### Supplied data
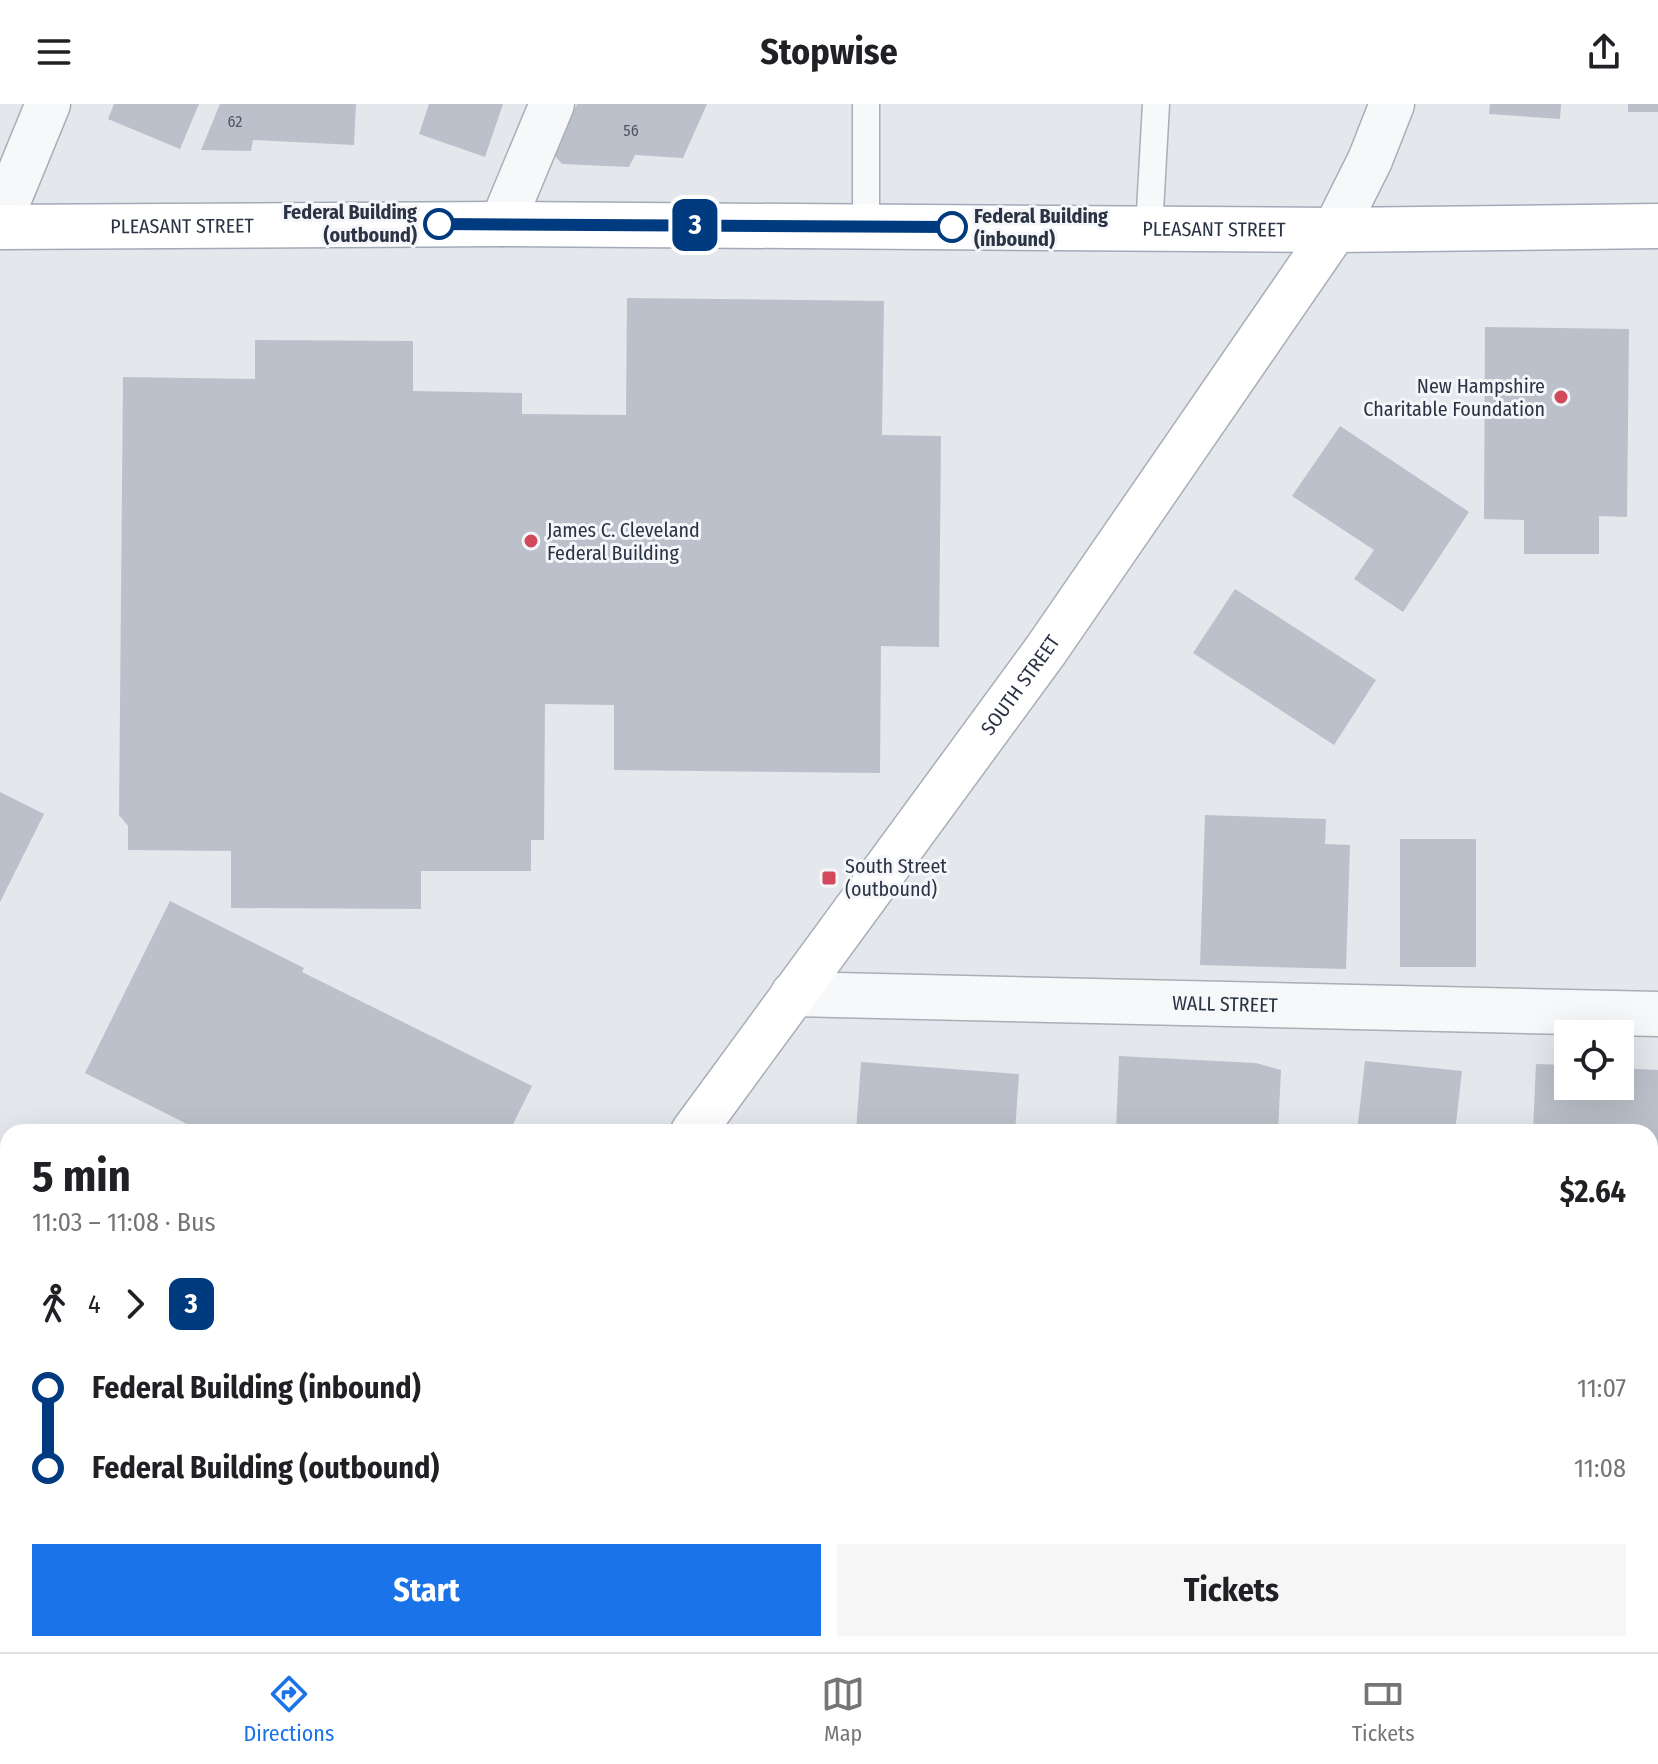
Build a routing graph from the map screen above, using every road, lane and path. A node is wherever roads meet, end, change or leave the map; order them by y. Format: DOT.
graph roads {
  1 [pos="48,104"];
  2 [pos="552,104"];
  3 [pos="866,104"];
  4 [pos="1156,104"];
  5 [pos="1392,104"];
  6 [pos="0,221"];
  7 [pos="502,224"];
  8 [pos="866,226"];
  9 [pos="1658,226"];
  10 [pos="0,227"];
  11 [pos="1149,229"];
  12 [pos="1335,230"];
  13 [pos="793,994"];
  14 [pos="1658,1014"];
  15 [pos="699,1124"];
  1 -- 6 [label="street"];
  2 -- 7 [label="street"];
  3 -- 8 [label="lane"];
  4 -- 11 [label="lane"];
  5 -- 12 [label="street"];
  7 -- 8 [label="main road, PLEASANT STREET"];
  7 -- 10 [label="main road, PLEASANT STREET"];
  8 -- 11 [label="main road, PLEASANT STREET"];
  9 -- 12 [label="main road, PLEASANT STREET"];
  11 -- 12 [label="main road, PLEASANT STREET"];
  12 -- 13 [label="main road, SOUTH STREET"];
  13 -- 14 [label="street, WALL STREET"];
  13 -- 15 [label="main road, SOUTH STREET"];
}
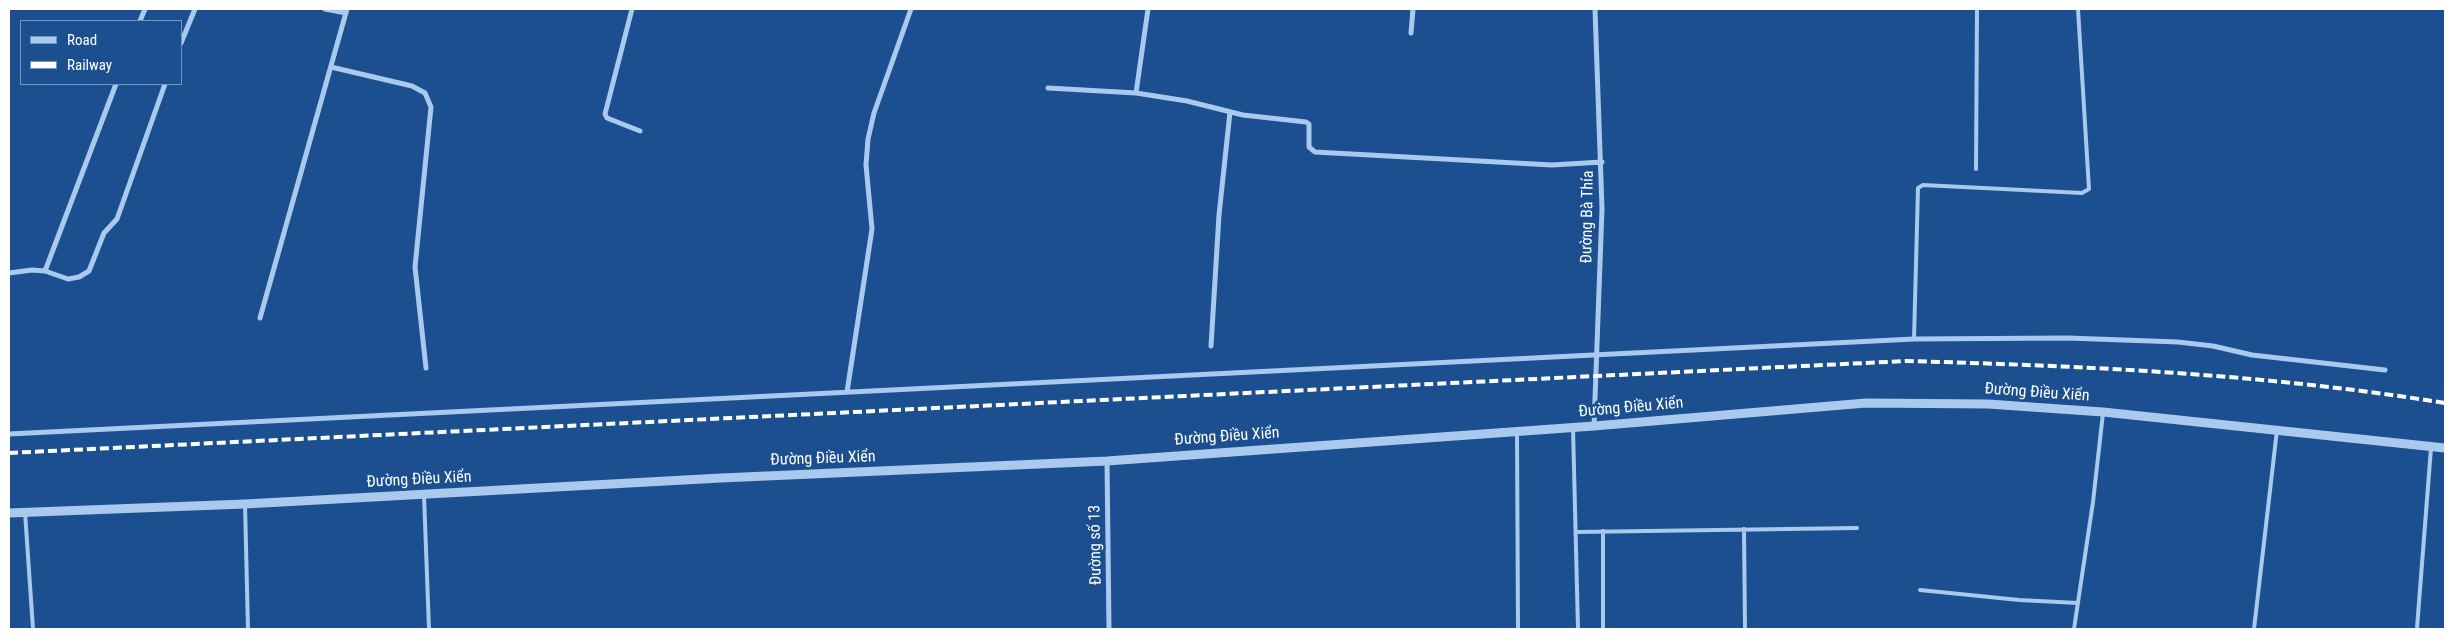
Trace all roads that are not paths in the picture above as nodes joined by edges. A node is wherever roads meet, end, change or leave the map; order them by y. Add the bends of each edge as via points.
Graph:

### Exercise prompt
Everything in the listing is to be returned word for word, except the pictures.

### Answer box
Build a routing graph from the map screen above, using every road, lane and path. A node is wherever roads meet, end, change or leave the map; order them by y. Format: DOT.
graph roads {
  1 [pos="48,104"];
  2 [pos="552,104"];
  3 [pos="866,104"];
  4 [pos="1156,104"];
  5 [pos="1392,104"];
  6 [pos="0,221"];
  7 [pos="502,224"];
  8 [pos="866,226"];
  9 [pos="1658,226"];
  10 [pos="0,227"];
  11 [pos="1149,229"];
  12 [pos="1335,230"];
  13 [pos="793,994"];
  14 [pos="1658,1014"];
  15 [pos="699,1124"];
  1 -- 6 [label="street"];
  2 -- 7 [label="street"];
  3 -- 8 [label="lane"];
  4 -- 11 [label="lane"];
  5 -- 12 [label="street"];
  7 -- 8 [label="main road, PLEASANT STREET"];
  7 -- 10 [label="main road, PLEASANT STREET"];
  8 -- 11 [label="main road, PLEASANT STREET"];
  9 -- 12 [label="main road, PLEASANT STREET"];
  11 -- 12 [label="main road, PLEASANT STREET"];
  12 -- 13 [label="main road, SOUTH STREET"];
  13 -- 14 [label="street, WALL STREET"];
  13 -- 15 [label="main road, SOUTH STREET"];
}
Trace all roads that are not paths in the picture above as nodes joined by edges. A node is wherever roads meet, end, change or leave the map; order them by y. Add the bends of each edge as via points.
Graph:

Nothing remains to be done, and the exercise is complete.